Movie review
January 26, 2025 · 97 min · R
Woke Score
Lower is better
Review
Plainclothes is a 2025 drama set in 1997 Syracuse, New York. A young undercover police officer gets orders to lure and arrest gay men in malls and restrooms. He ends up in a secret romance with one target and must face his own hidden sexuality, family pressure, and the pull between his job and his feelings. The story puts gay identity, same-sex attraction, and the harm of hiding who you are at the center of every major character choice and plot turn.
Breakdown
These are the editorial factors and ratings behind our score for Plainclothes.

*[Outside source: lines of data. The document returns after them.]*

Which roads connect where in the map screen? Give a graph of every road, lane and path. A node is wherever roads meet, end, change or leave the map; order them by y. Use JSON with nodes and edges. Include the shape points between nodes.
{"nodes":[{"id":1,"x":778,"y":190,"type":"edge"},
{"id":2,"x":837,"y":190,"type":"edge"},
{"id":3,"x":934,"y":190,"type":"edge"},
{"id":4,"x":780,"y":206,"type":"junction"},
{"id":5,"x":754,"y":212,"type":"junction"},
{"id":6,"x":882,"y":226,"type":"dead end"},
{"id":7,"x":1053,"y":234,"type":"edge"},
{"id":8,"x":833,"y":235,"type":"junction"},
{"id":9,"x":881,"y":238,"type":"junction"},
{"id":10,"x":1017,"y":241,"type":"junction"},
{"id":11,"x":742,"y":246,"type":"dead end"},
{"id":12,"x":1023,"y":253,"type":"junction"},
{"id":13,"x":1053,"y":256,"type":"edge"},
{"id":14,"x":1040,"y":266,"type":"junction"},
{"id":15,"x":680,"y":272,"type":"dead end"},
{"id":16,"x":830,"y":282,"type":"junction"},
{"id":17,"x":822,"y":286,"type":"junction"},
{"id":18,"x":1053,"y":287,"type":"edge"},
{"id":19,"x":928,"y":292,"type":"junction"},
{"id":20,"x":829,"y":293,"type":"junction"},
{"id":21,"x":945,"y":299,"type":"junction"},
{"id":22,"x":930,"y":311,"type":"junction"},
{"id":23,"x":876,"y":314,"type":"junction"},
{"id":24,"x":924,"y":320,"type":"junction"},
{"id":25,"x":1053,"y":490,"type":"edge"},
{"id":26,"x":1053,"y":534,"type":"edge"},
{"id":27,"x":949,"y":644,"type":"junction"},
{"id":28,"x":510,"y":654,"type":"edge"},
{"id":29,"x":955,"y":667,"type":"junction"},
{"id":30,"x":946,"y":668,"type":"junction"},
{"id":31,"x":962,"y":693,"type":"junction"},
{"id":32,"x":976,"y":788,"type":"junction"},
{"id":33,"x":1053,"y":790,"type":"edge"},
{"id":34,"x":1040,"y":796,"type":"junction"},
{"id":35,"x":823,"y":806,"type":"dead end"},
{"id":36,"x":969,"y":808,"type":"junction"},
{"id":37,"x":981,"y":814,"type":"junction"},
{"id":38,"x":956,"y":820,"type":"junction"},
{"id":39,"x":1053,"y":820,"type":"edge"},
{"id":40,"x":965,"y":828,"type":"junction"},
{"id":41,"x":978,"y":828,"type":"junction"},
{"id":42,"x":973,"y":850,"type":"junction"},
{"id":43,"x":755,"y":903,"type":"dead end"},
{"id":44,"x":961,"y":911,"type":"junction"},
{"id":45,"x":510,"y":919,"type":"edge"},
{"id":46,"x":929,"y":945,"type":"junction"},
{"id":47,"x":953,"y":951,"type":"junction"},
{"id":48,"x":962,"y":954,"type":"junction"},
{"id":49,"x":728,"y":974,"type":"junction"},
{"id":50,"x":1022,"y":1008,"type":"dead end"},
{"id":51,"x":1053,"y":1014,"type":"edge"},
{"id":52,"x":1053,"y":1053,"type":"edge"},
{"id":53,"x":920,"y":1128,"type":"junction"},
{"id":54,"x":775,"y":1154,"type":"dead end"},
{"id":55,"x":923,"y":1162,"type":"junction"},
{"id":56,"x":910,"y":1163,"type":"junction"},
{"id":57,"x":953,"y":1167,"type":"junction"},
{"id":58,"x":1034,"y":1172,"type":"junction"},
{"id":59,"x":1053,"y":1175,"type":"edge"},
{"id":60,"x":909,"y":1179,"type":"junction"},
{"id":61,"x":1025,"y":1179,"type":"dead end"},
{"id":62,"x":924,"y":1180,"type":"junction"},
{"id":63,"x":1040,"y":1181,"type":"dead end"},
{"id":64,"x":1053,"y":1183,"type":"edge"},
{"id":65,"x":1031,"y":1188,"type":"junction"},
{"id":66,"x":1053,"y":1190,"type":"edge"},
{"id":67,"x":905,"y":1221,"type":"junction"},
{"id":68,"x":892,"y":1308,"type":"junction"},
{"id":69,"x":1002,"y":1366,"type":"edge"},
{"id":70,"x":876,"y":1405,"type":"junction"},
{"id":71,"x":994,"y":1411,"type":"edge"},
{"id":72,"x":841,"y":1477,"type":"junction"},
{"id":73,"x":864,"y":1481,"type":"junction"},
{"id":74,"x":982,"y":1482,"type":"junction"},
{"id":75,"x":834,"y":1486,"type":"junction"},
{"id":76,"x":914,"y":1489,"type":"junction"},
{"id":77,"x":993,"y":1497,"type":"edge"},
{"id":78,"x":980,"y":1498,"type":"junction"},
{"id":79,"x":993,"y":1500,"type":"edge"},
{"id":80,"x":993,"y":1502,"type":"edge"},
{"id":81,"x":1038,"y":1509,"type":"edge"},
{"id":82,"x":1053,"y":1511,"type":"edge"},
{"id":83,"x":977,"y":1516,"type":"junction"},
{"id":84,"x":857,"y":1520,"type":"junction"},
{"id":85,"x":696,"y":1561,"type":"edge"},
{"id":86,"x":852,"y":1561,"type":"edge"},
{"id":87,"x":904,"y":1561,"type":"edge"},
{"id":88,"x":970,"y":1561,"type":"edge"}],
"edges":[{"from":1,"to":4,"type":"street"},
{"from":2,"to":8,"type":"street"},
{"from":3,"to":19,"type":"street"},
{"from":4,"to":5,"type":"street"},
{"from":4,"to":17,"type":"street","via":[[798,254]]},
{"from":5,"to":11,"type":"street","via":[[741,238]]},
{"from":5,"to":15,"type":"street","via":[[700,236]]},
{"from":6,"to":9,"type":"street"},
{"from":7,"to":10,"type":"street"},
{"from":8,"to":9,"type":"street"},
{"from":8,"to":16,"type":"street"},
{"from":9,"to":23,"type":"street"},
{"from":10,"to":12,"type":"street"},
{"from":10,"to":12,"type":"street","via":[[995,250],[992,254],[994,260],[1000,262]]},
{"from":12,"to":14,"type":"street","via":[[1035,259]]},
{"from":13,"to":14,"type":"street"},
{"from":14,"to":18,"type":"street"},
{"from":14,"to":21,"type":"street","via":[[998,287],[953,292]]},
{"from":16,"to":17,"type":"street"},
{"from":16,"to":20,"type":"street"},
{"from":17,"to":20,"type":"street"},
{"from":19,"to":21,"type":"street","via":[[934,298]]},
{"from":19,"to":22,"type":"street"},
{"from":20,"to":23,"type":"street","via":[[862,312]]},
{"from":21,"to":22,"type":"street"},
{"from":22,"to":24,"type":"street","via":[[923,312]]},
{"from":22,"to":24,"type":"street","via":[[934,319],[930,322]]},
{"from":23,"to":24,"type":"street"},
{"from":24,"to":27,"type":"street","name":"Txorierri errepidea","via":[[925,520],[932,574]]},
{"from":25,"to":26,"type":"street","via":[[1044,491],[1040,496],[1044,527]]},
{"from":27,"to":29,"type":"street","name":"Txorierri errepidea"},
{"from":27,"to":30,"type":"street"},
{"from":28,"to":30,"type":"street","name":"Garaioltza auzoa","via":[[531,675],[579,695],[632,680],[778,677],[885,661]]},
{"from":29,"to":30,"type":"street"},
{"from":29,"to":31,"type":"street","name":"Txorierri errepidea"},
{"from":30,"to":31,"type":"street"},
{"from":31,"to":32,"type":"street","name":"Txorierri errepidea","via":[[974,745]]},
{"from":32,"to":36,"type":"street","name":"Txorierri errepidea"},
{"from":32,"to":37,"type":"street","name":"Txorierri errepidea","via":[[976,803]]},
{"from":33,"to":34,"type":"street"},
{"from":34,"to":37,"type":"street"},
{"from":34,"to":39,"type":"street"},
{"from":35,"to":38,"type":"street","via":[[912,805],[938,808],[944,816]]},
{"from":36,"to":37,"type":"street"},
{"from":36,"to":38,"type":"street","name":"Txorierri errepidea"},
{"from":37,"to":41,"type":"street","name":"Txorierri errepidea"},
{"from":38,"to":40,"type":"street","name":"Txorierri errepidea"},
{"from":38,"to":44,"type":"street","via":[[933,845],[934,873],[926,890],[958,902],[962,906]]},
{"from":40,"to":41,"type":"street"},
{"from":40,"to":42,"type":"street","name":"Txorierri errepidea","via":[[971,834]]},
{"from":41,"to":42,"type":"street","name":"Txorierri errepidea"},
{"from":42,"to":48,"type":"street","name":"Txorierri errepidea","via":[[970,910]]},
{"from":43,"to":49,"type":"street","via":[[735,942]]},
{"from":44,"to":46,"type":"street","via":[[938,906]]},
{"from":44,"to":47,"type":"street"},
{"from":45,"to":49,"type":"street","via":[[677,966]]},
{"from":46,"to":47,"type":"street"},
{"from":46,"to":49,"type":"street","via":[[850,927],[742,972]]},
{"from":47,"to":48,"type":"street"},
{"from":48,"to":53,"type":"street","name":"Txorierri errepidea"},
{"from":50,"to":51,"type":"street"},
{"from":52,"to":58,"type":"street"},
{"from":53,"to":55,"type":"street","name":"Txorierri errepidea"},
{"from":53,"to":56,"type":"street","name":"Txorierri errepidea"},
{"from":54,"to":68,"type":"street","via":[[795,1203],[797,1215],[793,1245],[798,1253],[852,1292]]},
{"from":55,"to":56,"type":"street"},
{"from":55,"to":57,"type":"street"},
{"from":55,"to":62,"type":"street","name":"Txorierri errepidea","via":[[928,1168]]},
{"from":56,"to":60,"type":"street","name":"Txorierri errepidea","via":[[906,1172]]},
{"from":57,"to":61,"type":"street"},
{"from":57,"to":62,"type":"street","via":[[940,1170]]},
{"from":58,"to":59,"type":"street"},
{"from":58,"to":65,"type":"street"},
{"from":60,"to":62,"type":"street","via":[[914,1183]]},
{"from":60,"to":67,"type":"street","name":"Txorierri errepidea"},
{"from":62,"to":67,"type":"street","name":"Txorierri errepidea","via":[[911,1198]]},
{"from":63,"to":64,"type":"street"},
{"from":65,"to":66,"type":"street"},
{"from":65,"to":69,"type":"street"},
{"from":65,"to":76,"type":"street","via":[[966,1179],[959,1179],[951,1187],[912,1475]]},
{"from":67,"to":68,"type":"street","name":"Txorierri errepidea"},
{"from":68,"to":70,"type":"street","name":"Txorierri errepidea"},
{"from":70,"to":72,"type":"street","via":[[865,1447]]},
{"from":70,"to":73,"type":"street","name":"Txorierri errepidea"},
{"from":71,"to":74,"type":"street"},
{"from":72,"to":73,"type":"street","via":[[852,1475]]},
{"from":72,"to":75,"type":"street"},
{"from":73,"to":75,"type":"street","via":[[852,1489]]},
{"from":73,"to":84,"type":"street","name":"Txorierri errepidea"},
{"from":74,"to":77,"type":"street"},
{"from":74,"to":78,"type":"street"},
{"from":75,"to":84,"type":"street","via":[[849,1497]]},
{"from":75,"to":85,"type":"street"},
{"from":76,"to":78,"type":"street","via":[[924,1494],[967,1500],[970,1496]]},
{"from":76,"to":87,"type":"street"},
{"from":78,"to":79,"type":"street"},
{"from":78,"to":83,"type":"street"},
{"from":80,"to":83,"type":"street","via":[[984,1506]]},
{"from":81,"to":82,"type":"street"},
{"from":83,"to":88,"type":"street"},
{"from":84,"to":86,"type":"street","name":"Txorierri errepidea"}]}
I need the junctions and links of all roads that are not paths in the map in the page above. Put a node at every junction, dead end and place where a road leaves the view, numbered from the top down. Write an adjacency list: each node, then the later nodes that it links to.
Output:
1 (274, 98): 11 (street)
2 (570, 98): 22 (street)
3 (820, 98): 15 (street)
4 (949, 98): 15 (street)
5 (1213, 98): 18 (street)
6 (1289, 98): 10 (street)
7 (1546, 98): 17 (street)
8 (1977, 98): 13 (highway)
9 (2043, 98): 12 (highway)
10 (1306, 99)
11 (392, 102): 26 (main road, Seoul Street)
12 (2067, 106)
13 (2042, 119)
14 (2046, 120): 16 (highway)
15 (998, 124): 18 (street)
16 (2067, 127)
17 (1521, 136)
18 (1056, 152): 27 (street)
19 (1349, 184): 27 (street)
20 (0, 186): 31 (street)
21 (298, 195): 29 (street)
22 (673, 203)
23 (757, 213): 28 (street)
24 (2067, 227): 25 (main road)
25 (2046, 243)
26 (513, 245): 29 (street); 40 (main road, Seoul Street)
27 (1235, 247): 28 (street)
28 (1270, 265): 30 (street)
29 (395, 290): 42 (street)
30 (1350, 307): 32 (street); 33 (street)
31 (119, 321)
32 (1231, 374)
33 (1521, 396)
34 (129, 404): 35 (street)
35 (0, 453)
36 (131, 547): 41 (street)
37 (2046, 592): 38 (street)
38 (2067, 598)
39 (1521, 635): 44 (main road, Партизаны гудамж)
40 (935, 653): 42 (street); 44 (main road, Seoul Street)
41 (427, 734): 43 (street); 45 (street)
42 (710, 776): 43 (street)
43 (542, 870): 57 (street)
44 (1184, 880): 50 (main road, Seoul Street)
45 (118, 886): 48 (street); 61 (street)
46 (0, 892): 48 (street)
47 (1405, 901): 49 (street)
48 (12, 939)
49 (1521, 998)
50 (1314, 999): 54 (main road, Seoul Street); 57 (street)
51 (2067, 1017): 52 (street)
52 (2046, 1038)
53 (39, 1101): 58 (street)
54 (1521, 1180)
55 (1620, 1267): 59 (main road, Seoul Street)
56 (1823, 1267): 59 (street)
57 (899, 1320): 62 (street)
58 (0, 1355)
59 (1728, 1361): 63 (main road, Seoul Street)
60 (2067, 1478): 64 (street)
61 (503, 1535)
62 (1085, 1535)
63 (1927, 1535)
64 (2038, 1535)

Woke representation / casting
Central gay male characters and same-sex romance form the entire premise, with Russell Tovey (openly gay) cast in a prominent gay role. This fits the 1990s story world and character logic with no visible quota-style race or gender signaling in supporting parts or mismatches.
Woke political dialogue
No explicit activist speeches, DEI language, or modern political lectures appear. The story stays on personal feelings, secrecy, desire, family conflict, and job pressure in a period setting.
Identity-driven story themes
Gay identity, closeted life, same-sex romance, outing, and the cost of hiding sexuality drive every major arc, relationship, and turning point. The narrative is built around these queer experiences from start to finish.
Western institutional / cultural critique
Shows 1990s police using entrapment against gay men as routine work that damages people. Family rules around masculinity, secrecy, and traditional norms create shame and violence toward gay characters, including a church-linked figure. This challenges conservative-era attitudes on sexuality and institutions without broader modern activist framing on race, capitalism, or patriarchy.
Woke character or canon changes
Not relevant. Original story with no established characters, source material, or historical figures changed for identity reasons.
Anti-woke backlash and complaints
No meaningful anti-woke backlash, agenda complaints, or “pushing identity politics” criticism exists in coverage or public discussion. Reception stayed mostly positive or quiet in niche circles.
Creator track record context
Lead creator Carmen Emmi is queer-identifying and has spoken publicly about personal experiences with identity and self-suppression. Multiple producers have professional or self-described ties to queer storytelling and LGBTQ+ industry spaces, showing a pattern of identity-focused work without long prior activist records.